Pixel coordinate listings:
++++++++++++++++++++

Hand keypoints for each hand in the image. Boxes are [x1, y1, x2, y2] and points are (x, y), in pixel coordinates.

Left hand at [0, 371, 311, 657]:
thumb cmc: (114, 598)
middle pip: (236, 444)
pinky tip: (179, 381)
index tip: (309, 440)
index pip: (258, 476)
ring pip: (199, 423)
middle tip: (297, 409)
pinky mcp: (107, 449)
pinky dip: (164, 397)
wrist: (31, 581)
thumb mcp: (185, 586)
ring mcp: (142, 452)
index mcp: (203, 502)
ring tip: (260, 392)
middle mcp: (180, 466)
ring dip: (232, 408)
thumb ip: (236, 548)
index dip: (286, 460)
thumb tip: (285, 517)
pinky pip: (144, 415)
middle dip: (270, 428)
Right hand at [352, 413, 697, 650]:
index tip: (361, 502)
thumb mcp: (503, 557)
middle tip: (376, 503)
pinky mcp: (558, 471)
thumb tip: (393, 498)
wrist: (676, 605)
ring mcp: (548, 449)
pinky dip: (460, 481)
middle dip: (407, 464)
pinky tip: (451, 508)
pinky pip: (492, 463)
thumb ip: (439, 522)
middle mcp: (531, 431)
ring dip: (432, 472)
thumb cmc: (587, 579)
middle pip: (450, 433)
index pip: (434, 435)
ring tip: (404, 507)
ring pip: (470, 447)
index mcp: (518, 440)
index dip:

++++++++++++++++++++

Transcribe the records in full, keeping every character as it is.

* [WRITTEN ANSWER]
Hand keypoints for each hand in the image. Boxes are [x1, y1, x2, y2] and points are (x, y), in pixel coordinates.

Left hand at [0, 371, 311, 657]:
thumb cmc: (114, 598)
middle pip: (236, 444)
pinky tip: (179, 381)
index tip: (309, 440)
index pip: (258, 476)
ring pip: (199, 423)
middle tip: (297, 409)
pinky mcp: (107, 449)
pinky dip: (164, 397)
wrist: (31, 581)
thumb mcp: (185, 586)
ring mcp: (142, 452)
index mcp: (203, 502)
ring tip: (260, 392)
middle mcp: (180, 466)
ring dip: (232, 408)
thumb ip: (236, 548)
index dip: (286, 460)
thumb tip: (285, 517)
pinky pip: (144, 415)
middle dip: (270, 428)
Right hand at [352, 413, 697, 650]:
index tip: (361, 502)
thumb mcp: (503, 557)
middle tip: (376, 503)
pinky mcp: (558, 471)
thumb tip: (393, 498)
wrist: (676, 605)
ring mcp: (548, 449)
pinky dip: (460, 481)
middle dip: (407, 464)
pinky tip: (451, 508)
pinky pip: (492, 463)
thumb ip: (439, 522)
middle mcp: (531, 431)
ring dip: (432, 472)
thumb cmc: (587, 579)
middle pip: (450, 433)
index pip: (434, 435)
ring tip: (404, 507)
ring pip: (470, 447)
index mcp: (518, 440)
index dip:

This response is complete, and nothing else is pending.